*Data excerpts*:
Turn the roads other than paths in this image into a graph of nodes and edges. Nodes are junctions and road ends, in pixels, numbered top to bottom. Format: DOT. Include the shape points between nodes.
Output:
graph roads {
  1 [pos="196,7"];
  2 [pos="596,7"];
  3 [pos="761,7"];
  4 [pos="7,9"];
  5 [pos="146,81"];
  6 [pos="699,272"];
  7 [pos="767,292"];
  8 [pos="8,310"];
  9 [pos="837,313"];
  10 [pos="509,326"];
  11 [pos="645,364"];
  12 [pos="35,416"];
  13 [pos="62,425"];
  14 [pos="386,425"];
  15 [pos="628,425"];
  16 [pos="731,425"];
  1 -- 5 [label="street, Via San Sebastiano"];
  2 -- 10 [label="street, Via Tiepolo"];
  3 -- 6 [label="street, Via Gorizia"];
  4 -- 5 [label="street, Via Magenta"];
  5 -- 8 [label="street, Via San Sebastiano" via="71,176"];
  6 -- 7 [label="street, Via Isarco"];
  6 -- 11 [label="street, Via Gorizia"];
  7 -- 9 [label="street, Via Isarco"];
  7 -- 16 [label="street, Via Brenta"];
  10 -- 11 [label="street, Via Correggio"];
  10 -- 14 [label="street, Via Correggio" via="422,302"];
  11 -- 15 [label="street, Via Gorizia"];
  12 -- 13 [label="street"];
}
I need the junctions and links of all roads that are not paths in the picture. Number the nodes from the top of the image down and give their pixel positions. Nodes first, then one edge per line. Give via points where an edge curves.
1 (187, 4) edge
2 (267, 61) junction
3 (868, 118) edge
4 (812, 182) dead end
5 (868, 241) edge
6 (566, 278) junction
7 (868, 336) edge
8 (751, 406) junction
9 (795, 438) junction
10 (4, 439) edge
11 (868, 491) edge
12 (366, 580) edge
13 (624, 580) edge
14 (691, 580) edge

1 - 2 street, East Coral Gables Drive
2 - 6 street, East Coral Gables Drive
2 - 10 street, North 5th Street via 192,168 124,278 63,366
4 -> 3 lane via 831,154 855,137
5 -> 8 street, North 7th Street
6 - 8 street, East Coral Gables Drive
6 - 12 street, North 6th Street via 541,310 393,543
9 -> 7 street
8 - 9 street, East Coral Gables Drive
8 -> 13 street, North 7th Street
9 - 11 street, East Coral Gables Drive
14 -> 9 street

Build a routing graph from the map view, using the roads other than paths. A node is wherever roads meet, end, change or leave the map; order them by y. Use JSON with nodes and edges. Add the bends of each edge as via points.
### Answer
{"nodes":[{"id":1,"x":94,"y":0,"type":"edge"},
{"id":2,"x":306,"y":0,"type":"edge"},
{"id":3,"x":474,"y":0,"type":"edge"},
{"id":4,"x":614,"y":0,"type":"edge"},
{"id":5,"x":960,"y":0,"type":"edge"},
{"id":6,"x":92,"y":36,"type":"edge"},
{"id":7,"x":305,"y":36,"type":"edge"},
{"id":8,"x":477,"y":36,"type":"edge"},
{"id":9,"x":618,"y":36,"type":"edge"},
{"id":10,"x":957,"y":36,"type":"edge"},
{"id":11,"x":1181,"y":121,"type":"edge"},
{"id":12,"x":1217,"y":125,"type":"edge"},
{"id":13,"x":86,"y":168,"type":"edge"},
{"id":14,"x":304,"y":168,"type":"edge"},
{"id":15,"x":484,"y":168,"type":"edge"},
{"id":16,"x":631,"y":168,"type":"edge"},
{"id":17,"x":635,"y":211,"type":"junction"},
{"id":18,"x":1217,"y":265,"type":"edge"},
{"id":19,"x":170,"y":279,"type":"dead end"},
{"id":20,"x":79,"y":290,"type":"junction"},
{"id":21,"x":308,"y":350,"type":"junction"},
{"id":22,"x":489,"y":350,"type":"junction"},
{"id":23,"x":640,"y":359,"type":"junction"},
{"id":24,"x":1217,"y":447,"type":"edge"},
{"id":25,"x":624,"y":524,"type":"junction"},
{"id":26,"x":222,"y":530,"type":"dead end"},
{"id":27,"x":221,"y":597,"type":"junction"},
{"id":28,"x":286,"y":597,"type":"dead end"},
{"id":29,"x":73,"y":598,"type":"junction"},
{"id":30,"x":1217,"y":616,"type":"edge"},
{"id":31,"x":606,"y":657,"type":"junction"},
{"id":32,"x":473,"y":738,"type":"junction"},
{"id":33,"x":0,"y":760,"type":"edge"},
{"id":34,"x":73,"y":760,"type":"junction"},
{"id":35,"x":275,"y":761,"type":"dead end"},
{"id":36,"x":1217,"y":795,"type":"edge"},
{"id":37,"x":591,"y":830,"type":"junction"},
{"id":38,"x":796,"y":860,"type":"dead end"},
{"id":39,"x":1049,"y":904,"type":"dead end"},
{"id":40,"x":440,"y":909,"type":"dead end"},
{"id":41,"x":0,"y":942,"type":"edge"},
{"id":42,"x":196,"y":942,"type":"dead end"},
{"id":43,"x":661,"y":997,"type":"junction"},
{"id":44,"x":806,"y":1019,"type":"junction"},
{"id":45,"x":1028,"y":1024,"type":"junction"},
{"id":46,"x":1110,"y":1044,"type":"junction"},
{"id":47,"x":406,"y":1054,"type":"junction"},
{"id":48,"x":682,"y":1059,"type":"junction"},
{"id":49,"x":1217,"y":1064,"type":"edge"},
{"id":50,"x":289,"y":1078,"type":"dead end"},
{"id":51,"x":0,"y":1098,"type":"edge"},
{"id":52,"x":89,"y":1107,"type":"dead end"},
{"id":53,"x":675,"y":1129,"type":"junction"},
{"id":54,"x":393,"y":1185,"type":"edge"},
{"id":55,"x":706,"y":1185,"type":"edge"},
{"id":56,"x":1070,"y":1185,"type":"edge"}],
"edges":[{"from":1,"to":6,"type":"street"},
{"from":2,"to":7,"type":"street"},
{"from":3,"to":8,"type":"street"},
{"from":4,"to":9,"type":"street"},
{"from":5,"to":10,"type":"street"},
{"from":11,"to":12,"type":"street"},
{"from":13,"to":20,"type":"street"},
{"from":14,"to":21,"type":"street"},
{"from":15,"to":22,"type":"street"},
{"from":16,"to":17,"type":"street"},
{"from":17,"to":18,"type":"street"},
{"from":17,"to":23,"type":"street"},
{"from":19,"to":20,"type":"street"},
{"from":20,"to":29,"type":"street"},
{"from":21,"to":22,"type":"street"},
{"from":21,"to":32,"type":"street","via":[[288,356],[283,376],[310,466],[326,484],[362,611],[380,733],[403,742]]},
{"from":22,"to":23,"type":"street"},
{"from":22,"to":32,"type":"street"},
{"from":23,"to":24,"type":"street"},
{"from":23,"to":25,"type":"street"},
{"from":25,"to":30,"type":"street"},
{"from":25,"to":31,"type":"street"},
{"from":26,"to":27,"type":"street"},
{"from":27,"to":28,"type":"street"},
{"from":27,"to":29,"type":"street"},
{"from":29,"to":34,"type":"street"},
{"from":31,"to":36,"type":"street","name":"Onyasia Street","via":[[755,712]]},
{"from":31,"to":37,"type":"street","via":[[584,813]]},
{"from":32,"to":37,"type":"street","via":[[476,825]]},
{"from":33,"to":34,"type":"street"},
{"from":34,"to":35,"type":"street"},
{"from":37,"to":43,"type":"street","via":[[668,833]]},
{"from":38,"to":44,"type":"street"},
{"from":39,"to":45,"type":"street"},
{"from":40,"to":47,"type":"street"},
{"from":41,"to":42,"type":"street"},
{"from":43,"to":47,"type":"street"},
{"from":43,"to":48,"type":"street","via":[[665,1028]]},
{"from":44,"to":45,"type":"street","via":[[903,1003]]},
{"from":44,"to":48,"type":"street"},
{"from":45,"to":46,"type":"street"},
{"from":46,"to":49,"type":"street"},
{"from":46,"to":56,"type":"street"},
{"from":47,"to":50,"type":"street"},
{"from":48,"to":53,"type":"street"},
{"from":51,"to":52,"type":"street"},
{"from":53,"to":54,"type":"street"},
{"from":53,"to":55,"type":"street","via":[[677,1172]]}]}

*Exercise description*: Filter the records above, keeping each line that contains the word "Coral".

*Solution*:
1 - 2 street, East Coral Gables Drive
2 - 6 street, East Coral Gables Drive
6 - 8 street, East Coral Gables Drive
8 - 9 street, East Coral Gables Drive
9 - 11 street, East Coral Gables Drive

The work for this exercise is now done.